Unfortunately, I also discovered a hole in my backup strategy: The evening before the Drobo died, I had moved a podcast project from my iMac to the Drobo. My iMac’s Time Machine backup didn’t catch it, and neither Backblaze or ARQ were able to run before the Drobo died. That data was lost unless the Drobo could be retrieved, though I was able to piece together most of the files from other sources with only some lost work.

The lesson here: Offsite backups are vital, and they work. One is nice, and two is even better. I was very happy with Backblaze’s USB backup service—they charge you for the drive, but if you return it within a relatively generous window, they refund that charge—and using ARQ to provide a second set of backups in some of my unused cloud storage also proved helpful.

Hi, we’re the replacements

SoftRAID keeps my server volumes running smoothly.

So, with the Backblaze USB drive and (eventually) the eBay Drobo, I got all my data back.
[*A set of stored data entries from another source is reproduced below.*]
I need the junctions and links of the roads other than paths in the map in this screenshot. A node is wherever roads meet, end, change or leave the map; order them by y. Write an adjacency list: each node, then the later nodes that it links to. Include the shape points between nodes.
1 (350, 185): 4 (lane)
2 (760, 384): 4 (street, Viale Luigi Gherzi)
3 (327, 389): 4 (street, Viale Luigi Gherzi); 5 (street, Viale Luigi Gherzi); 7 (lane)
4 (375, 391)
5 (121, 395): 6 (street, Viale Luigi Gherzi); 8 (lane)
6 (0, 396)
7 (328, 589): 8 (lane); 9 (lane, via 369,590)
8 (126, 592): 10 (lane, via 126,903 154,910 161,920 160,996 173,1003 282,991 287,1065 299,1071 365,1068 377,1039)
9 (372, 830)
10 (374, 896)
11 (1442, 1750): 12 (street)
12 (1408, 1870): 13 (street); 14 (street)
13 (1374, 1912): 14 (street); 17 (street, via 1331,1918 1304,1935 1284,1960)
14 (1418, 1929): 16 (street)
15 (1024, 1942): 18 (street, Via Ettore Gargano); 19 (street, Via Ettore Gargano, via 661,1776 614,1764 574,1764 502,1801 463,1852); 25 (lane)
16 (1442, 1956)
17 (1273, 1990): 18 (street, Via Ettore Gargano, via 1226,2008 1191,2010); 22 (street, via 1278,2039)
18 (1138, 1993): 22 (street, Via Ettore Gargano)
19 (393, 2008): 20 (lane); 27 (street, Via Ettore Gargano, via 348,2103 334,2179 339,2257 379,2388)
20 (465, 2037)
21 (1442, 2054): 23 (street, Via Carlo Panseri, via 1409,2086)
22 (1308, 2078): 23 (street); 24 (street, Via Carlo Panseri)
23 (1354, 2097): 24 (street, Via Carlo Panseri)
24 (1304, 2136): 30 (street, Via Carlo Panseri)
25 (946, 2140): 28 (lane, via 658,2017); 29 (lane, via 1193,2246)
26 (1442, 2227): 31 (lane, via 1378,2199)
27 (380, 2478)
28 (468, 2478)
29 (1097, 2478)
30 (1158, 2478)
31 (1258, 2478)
But where to put it? I decided to buy an OWC ThunderBay 4 RAID, and ordered two 12TB hard drives to go with two lightly used 8TB drives from the Drobo in the four-disk enclosure.

The Thunderbay hardware comes with a feature-limited version of SoftRAID, an app that allowed me to configure my storage to resemble the setup I had on the Drobo. Unlike Drobo, SoftRAID doesn’t let you mix and match drives of different sizes, so I set up 8TB on all four drives to be a RAID 5 volume with a total of 24TB of available storage. As with my Drobo, RAID 5 means that if one drive were to die, I could swap it out and replace it with a new drive without losing any data.

The Thunderbay 4 RAID holds all the data now.

SoftRAID also allowed me to set up the spare 4TB portions of my two larger drives as a mirrored volume, which I use for Time Machine backups from my other Macs. Because that volume is mirrored—in other words, all the data is identical on the two separate drives—I’ve once again got some data redundancy in case one drive mechanism dies.

My Drobo 5D also included a 256GB SSD that it used as a cache; I bought a tiny enclosure to turn that into a USB hard drive. That drive is now set up to be a bootable backup to my Mac mini’s internal drive, just in case something bad happens there. Use all parts of the buffalo, I say.

Two is one and one is none

Finally, I decided to bite the bullet and finally commit to having a local backup of my enormous storage drive, something that I wasn’t willing to do before—and which almost bit me. I took the two largest drives from my old Drobo setup and installed them into a cheap older-model OWC Mercury Elite Pro Dual two-disk enclosure, and formatted those drives as a single volume. Every few weeks I plug it in, turn it on, and run SuperDuper! to make a backup.

The good news is, I didn’t lose any data. I had to buy some new hardware, though at least I made $100 on selling the Drobo I bought on eBay! And I gained a new perspective on what I’m truly willing to lose from my big server hard drive. I was more than happy to pay a few hundred dollars for the privilege of not needing to rebuild my video library. And I reconfigured my backup strategy to make it less likely that a failure at just the right time would wipe out an irreplaceable set of files.

So here’s my advice to you: Make sure your stuff is backed up to the cloud. Consider a local backup, even if it’s for an enormous server that’s supposedly redundant. And thus far, my experience with the OWC Thunderbay and SoftRAID has been great—but I won’t know for sure just how I feel about it until a drive fails and I’ve got to go through process of replacing it.

I look forward to the day when I can replace spinning disks with small and silent SSDs for large-scale storage, but I’m not there yet. I hope my new setup will last me until the day when it’s possible.